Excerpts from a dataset
● ● ● ● ●

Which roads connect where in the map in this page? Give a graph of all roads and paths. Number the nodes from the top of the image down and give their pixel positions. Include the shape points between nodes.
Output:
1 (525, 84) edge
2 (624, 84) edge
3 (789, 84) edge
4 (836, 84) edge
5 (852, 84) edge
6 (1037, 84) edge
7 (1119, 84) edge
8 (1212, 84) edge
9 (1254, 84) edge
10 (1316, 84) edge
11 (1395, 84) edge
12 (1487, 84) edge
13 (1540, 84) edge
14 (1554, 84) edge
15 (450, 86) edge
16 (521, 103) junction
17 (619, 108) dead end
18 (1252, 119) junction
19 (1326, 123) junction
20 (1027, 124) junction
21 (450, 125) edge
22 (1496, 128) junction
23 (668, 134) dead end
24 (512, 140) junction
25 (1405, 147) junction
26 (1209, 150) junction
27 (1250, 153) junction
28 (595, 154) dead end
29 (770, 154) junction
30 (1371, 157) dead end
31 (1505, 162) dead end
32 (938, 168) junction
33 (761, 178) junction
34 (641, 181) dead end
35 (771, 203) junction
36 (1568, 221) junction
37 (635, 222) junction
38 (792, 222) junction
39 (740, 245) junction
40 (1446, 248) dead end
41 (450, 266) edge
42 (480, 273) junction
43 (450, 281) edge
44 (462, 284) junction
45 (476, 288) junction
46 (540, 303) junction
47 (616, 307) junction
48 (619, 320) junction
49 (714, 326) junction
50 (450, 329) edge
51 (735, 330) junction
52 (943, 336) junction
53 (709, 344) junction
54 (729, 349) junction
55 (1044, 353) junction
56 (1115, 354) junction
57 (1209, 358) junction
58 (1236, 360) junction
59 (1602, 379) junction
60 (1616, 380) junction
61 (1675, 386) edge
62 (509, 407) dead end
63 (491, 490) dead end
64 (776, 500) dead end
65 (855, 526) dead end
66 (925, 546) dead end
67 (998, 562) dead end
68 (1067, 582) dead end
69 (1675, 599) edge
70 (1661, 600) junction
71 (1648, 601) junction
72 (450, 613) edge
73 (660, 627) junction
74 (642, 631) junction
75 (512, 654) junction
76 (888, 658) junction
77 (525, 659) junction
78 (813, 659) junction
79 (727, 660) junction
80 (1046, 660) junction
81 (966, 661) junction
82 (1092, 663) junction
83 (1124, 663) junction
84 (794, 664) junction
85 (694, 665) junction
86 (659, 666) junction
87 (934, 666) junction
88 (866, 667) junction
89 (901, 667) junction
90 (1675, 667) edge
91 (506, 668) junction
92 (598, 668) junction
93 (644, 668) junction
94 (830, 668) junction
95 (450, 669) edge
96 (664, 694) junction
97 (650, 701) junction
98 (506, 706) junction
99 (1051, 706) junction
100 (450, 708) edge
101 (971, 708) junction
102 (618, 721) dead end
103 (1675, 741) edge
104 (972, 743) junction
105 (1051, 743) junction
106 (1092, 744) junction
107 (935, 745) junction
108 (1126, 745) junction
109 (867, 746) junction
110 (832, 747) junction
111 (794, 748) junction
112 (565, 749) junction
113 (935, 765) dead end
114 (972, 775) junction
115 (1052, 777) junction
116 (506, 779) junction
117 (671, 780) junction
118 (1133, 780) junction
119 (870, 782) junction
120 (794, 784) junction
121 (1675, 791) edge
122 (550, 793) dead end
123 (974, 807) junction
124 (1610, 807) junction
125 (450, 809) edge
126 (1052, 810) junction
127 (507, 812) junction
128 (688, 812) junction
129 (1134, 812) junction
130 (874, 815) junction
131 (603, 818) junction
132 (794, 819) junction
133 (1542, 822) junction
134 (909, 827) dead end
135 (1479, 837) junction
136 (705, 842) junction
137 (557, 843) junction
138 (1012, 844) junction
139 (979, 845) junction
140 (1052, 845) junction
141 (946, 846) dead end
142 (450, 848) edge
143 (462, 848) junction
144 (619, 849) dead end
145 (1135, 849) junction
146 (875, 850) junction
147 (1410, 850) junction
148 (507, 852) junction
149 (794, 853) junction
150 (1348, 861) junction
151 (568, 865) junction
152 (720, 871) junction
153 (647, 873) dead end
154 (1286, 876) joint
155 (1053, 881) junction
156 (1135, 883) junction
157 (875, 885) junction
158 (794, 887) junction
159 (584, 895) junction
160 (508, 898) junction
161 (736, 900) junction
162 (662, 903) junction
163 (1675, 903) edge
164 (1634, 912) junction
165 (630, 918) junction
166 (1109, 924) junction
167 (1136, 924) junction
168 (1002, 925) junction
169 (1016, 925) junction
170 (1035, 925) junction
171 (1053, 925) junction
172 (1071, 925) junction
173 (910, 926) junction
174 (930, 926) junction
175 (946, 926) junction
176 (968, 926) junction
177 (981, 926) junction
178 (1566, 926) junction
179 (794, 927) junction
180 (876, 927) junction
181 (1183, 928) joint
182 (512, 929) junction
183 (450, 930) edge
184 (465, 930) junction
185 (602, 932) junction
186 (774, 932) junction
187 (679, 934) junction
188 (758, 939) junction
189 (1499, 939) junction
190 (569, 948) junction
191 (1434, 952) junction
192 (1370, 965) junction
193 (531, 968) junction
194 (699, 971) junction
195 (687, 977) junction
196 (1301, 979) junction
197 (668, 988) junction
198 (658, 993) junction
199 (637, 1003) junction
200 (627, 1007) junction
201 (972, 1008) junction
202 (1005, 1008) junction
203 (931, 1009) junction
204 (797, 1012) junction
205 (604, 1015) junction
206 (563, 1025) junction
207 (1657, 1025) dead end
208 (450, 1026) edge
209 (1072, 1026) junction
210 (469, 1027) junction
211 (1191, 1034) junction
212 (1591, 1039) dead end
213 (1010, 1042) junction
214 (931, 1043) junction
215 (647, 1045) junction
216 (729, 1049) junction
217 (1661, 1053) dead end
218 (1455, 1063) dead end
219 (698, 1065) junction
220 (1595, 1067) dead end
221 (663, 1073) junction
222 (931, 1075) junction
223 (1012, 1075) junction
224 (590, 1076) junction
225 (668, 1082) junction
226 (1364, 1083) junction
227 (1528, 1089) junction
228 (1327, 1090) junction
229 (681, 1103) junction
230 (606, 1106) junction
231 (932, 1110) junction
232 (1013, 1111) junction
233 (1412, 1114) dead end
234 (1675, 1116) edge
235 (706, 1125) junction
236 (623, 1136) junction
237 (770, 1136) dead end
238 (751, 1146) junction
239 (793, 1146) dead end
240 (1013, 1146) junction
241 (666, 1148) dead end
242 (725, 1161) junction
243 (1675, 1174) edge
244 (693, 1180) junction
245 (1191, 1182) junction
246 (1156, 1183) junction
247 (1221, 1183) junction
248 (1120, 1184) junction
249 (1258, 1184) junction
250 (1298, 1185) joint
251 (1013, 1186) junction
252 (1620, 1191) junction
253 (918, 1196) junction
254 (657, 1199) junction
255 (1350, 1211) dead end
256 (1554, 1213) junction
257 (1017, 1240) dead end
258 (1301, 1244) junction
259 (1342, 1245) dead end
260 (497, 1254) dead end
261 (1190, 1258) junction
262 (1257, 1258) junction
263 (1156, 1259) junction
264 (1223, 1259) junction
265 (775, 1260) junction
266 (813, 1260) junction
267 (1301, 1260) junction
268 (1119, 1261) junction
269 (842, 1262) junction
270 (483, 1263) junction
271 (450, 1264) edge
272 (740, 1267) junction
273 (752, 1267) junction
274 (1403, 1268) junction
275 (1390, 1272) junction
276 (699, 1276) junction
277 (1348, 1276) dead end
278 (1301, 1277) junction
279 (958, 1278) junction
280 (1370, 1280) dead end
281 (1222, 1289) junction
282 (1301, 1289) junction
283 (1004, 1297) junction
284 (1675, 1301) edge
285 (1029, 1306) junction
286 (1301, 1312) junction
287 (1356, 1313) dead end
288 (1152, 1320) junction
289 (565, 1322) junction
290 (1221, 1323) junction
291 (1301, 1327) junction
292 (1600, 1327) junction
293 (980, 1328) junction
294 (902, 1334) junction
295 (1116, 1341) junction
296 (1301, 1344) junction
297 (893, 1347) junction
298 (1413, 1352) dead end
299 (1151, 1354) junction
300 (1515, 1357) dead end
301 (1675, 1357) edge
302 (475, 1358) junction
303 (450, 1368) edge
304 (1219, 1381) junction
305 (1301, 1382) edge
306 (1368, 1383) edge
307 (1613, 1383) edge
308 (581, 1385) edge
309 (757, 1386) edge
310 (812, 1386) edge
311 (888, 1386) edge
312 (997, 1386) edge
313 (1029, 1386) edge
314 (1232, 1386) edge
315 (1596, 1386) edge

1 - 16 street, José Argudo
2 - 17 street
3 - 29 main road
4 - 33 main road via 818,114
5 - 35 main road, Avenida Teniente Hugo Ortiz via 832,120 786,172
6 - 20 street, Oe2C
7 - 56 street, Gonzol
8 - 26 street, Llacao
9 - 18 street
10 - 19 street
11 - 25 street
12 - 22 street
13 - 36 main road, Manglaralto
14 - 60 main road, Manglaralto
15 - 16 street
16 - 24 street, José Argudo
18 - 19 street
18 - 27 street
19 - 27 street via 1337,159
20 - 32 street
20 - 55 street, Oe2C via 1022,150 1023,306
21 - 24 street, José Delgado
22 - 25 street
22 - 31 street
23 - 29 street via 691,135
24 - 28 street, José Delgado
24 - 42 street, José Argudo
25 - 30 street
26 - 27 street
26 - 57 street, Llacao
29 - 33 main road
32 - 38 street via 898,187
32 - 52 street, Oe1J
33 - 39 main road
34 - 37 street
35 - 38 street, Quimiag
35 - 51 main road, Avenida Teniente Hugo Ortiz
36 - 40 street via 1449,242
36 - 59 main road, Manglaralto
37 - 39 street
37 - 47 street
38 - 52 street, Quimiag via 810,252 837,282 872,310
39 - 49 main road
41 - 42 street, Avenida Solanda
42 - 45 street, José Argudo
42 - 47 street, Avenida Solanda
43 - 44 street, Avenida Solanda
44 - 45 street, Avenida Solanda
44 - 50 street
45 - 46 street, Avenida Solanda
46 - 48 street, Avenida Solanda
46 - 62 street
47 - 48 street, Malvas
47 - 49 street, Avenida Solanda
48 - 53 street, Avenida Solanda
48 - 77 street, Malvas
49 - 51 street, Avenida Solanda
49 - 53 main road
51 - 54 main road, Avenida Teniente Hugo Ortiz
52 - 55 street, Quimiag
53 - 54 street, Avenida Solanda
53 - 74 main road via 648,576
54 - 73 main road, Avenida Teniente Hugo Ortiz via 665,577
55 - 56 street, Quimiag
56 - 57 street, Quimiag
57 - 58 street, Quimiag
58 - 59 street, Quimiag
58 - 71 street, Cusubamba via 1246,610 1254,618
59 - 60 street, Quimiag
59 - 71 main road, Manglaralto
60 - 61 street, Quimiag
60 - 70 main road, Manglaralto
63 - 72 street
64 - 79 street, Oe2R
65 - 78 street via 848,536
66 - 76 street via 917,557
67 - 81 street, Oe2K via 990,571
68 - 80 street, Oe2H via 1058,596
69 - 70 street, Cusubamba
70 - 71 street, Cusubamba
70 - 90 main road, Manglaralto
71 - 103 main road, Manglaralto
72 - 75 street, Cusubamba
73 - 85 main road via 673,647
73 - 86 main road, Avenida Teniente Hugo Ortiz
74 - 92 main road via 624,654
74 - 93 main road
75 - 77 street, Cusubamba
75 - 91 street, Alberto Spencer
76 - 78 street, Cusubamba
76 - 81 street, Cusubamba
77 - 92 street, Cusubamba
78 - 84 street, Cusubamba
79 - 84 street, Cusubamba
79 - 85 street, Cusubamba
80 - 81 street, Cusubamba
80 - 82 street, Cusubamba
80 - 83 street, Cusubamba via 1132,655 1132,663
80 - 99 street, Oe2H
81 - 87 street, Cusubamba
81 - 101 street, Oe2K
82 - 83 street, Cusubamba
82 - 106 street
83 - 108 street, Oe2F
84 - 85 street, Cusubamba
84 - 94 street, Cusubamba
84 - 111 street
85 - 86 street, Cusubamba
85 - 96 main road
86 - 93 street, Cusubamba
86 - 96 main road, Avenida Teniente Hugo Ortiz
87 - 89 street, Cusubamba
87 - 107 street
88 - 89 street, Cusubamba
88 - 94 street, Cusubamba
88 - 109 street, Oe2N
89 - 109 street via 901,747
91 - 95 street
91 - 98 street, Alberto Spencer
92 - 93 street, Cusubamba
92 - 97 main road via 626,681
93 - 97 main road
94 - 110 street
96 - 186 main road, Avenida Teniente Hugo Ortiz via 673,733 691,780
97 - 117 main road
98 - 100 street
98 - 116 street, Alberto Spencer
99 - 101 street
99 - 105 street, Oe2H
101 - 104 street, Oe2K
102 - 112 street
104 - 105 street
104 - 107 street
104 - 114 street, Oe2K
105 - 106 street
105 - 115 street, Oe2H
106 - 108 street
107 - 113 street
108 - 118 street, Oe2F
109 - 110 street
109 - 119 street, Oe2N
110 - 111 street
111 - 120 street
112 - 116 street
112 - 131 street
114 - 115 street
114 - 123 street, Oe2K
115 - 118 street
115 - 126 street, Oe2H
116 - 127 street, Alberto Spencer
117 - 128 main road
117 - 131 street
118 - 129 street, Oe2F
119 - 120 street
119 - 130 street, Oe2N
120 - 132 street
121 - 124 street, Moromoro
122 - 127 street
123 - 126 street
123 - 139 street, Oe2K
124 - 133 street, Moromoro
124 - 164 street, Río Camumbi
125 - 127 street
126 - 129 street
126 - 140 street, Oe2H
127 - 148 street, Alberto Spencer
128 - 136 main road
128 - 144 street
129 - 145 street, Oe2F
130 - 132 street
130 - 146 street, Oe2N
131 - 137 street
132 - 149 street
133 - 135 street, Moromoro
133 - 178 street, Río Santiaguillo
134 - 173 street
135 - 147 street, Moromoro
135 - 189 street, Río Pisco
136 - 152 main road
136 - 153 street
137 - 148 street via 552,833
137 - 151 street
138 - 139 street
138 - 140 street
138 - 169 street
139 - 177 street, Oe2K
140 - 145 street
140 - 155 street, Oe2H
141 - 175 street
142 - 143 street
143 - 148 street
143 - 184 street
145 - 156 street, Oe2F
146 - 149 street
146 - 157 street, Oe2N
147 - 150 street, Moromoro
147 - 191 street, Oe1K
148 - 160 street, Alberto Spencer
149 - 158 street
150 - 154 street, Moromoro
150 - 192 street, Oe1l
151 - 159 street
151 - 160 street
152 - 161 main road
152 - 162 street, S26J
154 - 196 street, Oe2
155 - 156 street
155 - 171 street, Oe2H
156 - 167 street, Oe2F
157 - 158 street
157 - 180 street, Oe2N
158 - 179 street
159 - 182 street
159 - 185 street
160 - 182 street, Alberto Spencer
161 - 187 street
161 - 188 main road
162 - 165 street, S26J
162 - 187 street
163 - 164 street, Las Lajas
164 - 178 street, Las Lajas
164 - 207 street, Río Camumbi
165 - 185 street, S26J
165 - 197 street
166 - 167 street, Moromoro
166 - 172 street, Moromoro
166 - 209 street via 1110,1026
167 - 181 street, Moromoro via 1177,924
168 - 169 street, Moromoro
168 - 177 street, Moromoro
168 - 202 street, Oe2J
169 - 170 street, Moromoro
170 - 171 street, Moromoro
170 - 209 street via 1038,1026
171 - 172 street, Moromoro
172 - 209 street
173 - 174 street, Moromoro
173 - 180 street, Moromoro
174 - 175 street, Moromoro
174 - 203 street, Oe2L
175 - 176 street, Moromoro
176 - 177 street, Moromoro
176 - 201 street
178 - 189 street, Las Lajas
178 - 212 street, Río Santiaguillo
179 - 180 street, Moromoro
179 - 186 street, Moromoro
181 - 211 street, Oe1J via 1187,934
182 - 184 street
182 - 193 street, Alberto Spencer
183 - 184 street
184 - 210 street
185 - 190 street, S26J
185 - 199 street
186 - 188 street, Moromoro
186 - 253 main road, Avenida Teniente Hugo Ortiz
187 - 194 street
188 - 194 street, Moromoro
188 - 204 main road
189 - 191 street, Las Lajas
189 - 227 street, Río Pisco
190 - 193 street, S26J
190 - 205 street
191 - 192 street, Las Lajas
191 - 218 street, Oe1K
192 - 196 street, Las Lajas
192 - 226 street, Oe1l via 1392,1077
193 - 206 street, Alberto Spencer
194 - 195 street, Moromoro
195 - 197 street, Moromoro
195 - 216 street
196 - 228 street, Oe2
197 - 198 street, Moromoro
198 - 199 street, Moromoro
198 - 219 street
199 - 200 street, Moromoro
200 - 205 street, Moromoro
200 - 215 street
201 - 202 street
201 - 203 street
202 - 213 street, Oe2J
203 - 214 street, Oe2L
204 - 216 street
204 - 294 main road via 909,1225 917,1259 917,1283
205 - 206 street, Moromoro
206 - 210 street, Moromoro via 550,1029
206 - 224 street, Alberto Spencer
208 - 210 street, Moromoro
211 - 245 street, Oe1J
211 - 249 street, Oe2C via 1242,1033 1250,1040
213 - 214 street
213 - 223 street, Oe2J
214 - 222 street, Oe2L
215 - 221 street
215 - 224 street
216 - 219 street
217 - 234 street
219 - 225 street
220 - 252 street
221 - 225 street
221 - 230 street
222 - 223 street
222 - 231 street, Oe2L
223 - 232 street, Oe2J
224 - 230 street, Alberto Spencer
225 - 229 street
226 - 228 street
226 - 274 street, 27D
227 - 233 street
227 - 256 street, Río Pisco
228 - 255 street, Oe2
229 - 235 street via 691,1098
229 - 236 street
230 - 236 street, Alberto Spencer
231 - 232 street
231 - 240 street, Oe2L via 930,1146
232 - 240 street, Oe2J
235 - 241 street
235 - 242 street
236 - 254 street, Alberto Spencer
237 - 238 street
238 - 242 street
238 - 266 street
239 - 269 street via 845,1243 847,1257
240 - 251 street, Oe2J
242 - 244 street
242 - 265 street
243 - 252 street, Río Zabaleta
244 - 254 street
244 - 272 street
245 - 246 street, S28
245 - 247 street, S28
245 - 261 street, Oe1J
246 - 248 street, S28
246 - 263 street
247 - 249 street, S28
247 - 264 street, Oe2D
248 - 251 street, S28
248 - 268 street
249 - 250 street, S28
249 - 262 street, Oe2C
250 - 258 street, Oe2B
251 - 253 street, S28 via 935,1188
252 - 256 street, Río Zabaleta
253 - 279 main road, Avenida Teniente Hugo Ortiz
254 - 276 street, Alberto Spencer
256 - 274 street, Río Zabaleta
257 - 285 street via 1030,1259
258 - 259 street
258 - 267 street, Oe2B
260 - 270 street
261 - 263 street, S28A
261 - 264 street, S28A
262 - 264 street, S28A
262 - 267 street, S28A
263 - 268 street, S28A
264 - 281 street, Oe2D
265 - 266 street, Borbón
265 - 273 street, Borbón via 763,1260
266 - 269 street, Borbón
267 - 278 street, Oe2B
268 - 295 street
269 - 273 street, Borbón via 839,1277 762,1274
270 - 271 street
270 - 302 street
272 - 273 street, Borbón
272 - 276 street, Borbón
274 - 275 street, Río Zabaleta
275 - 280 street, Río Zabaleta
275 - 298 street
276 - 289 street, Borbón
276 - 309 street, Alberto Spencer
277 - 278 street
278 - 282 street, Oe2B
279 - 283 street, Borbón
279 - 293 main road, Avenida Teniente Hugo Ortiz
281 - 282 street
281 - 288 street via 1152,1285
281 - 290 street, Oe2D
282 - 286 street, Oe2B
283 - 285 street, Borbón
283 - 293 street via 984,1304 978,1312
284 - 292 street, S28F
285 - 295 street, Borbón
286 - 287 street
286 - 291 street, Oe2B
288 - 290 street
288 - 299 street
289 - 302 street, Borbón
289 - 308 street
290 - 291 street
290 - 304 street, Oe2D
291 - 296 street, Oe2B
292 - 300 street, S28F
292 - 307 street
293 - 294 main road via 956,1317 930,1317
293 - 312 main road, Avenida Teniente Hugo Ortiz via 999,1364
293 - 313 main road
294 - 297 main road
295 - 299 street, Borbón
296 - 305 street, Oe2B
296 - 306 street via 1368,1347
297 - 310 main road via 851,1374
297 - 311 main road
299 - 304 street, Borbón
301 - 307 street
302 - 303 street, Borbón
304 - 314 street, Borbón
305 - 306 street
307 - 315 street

● ● ● ● ●

For each line above that includes the word "Camumbi", make a copy of that line.

124 - 164 street, Río Camumbi
164 - 207 street, Río Camumbi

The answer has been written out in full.